4. Education (Training young people and adults to pray earnestly, read well and think hard). If God has inspired a Book as the foundation of the Christian faith, there is a massive impulse unleashed in the world to teach people how to read. And if God ordained for some of that precious, sacred, God-breathed Book to be hard to understand, then God unleashed in the world not only an impulse to teach people how to read, but how to think about what they read—how to read hard things and understand them, and how to use the mind in a rigorous way.

Paul said to Timothy in 2 Timothy 2:2, “What you have heard from me before many witnesses entrust to faithful men, who will be able to teach others also.” Impart understanding to others, Timothy, in a way that will enable them to teach others also. In other words, the writings of the apostles—especially the hard ones—unleash generation after generation of education. Education is helping people understand something that they don’t already understand. Or, more accurately, education is helping people (young or old) learn how to get an understanding that they didn’t already have. Education is cultivating the life of the mind so that it knows how to grow in true understanding. That impulse was unleashed by God’s inspiring a Book with complex demanding paragraphs in it.

 

Balanced by Simplicity

Now, I said earlier that I wanted to balance this with another kind of impulse from the Bible that flows from the less complex side of the gospel. How shall we do this? Perhaps it would help to do it like this: consider that God is love (1 John 4:8, 16), and that God is God (Isaiah 45:22; 46:9). In the truth that God is God is implied that God is who he is in all his glorious attributes and self-sufficiency. But in the truth that God is love is implied that all of this glory is moving our way for our everlasting enjoyment.

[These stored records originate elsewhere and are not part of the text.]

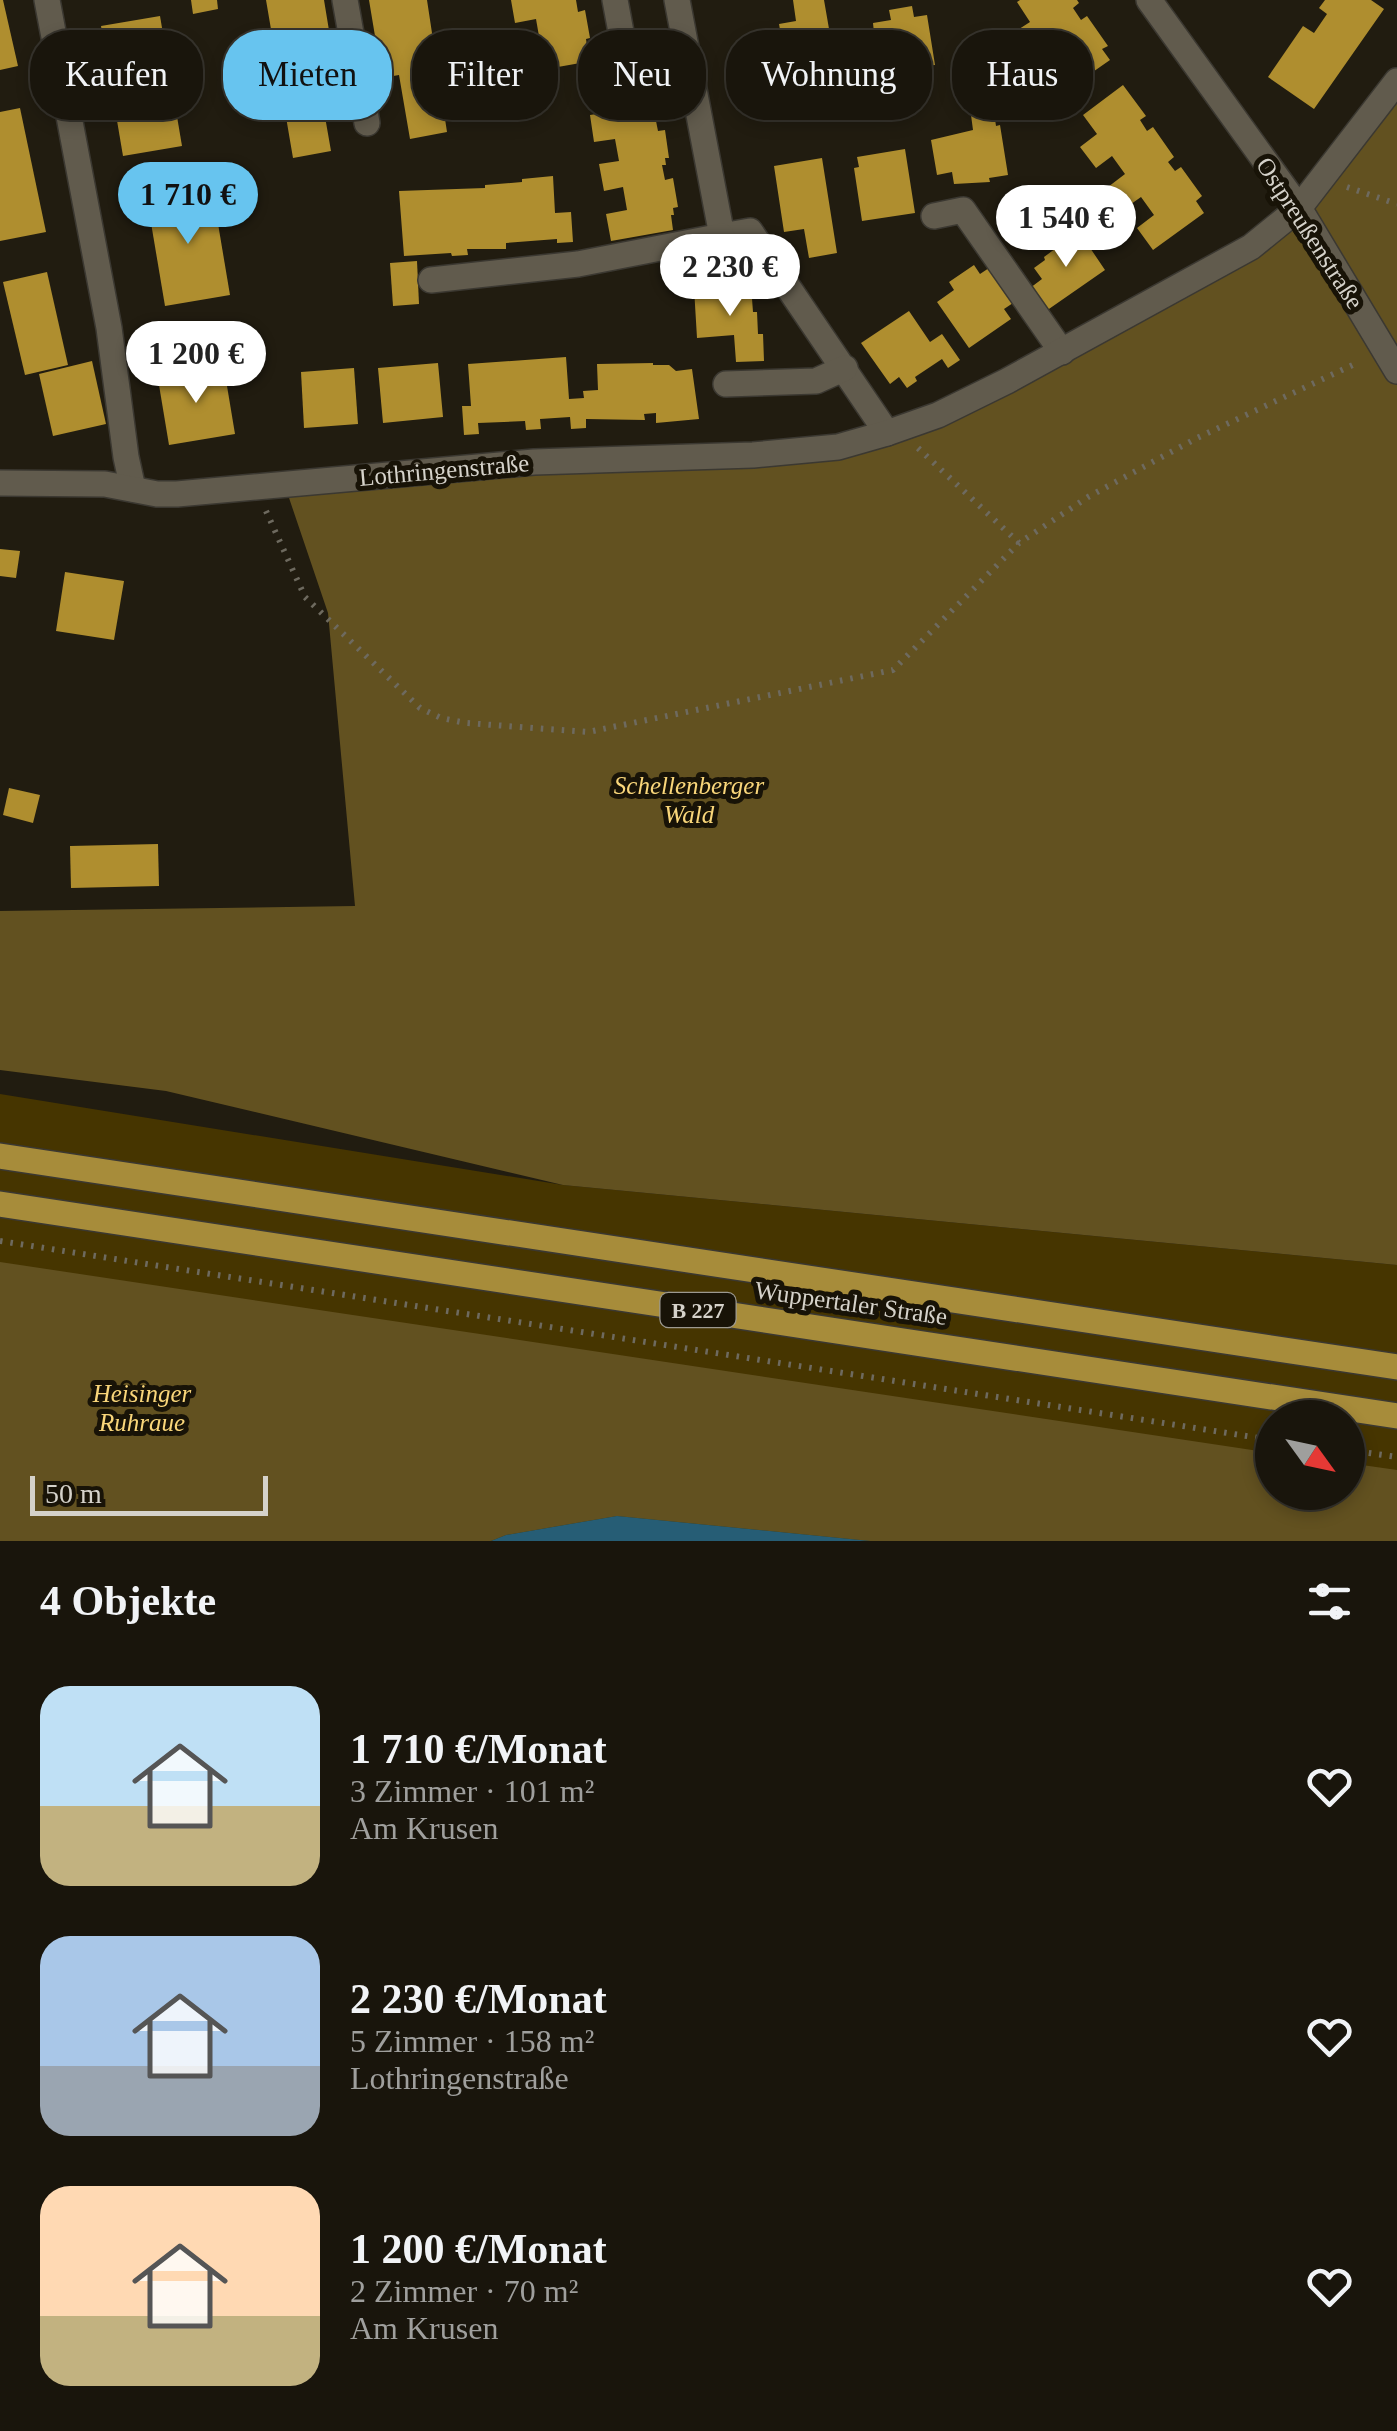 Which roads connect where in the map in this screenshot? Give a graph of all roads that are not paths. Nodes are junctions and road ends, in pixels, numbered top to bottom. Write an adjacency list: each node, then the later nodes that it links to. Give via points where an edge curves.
1 (46, 0): 21 (street)
2 (345, 0): 10 (street)
3 (615, 0): 6 (street)
4 (677, 0): 7 (street)
5 (1150, 0): 11 (street, Ostpreußenstraße)
6 (621, 30)
7 (682, 30)
8 (1397, 81): 11 (street, Lothringenstraße)
9 (699, 120): 13 (street)
10 (367, 123)
11 (1299, 208): 15 (street, Lothringenstraße, via 1238,255); 16 (street, Ostpreußenstraße)
12 (934, 216): 15 (street, via 962,210)
13 (722, 236): 14 (street, via 578,264); 17 (street, via 750,231)
14 (431, 280)
15 (1062, 352): 19 (street, Lothringenstraße, via 938,415)
16 (1391, 361)
17 (844, 368): 18 (street, via 816,380); 19 (street)
18 (726, 384)
19 (887, 433): 21 (street, Lothringenstraße, via 838,447 753,455 534,462 177,494)
20 (0, 484): 21 (street, Lothringenstraße)
21 (133, 490)
22 (0, 1156): 24 (main road, Wuppertaler Straße / B 227)
23 (0, 1204): 25 (main road, Wuppertaler Straße / B 227)
24 (1397, 1366)
25 (1397, 1416)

Now those two truths unleash through the Bible very different impulses. And we will see that a balance is introduced here, lest we make of Christianity an elitist affair, which it definitely is not.

That God is love unleashes the impulse of simplicity, and that God is God unleashes the impulse of complexity.

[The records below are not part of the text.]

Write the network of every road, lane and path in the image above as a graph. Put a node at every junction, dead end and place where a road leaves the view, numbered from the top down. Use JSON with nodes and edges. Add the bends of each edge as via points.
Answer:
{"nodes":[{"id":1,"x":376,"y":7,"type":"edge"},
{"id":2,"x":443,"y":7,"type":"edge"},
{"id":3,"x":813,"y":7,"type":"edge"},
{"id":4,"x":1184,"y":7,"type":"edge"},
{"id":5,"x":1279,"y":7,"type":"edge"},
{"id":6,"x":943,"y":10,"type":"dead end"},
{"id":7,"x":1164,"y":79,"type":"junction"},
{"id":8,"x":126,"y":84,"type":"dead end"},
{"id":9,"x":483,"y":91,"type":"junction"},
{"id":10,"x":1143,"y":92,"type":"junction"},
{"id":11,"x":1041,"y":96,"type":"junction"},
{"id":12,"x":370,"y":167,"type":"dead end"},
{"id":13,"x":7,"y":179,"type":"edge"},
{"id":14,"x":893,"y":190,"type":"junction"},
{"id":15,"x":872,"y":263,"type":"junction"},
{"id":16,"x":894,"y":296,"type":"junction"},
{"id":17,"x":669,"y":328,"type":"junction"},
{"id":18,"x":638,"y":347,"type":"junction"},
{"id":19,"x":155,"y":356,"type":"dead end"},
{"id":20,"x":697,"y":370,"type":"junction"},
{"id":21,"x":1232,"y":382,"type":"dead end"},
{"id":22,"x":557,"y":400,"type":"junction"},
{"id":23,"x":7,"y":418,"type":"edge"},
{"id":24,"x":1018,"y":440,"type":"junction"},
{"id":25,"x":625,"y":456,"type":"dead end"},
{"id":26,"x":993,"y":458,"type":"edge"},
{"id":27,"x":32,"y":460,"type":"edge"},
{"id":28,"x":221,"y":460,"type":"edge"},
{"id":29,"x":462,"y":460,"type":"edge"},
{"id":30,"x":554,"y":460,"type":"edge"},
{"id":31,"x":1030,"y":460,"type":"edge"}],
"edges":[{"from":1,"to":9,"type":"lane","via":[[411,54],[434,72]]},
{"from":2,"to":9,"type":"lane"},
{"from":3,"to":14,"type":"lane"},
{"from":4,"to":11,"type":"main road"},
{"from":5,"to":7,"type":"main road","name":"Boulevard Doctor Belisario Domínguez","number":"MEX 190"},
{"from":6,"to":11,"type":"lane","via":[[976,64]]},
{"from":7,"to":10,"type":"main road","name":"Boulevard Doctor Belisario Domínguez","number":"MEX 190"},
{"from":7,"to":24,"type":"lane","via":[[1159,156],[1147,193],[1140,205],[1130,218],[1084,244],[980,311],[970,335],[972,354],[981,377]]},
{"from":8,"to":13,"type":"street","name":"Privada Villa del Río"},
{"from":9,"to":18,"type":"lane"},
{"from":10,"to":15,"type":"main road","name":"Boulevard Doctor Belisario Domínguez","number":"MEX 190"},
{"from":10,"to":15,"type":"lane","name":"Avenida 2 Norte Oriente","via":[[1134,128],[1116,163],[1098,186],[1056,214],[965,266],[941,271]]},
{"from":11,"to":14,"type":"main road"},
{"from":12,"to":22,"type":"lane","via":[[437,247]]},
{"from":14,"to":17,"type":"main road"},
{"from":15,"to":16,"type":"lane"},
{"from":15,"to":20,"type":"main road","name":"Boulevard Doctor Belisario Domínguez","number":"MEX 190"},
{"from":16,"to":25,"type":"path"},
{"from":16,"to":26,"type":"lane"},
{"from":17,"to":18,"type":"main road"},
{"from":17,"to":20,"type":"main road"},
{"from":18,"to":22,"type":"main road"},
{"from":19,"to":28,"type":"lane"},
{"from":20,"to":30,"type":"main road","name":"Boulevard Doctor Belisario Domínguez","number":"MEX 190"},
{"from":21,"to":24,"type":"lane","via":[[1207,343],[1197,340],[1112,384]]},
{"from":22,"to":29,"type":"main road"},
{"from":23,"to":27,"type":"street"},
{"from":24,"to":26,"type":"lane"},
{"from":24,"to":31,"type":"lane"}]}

That God is love unleashes the impulse of accessibility, and that God is God unleashes the impulse of profundity.

That God is love encourages a focus on the basics, and that God is God encourages a focus on comprehensiveness. One says, “Believe on the Lord Jesus Christ and you will be saved” (Acts 16:31). The other says, “I did not shrink from declaring to you the whole counsel of God” (Acts 20:27).

That God is love impels us to be sure that the truth gets to all people, and that God is God impels us to be sure that what gets to all people is the truth.

That God is love unleashes the impulse toward fellowship, and that God is God unleashes the impulse toward scholarship.

That God is love tends to create extroverts and evangelists, and that God is God tends to create introverts and mystics.

 

My prayer for this sermon is this: first, for believers, I pray that seeing these different impulses in Christianity—and particularly in the inspiration of a Bible with hard things and simple things—you will embrace both of them. If you lean toward one side (as all of us do), that you will be respectful and affirming to those toward the other side. And that you will cherish the fuller manifestation of God in his Church and in the world. And may we help each other embrace all that God means to unleash by his Word in the world.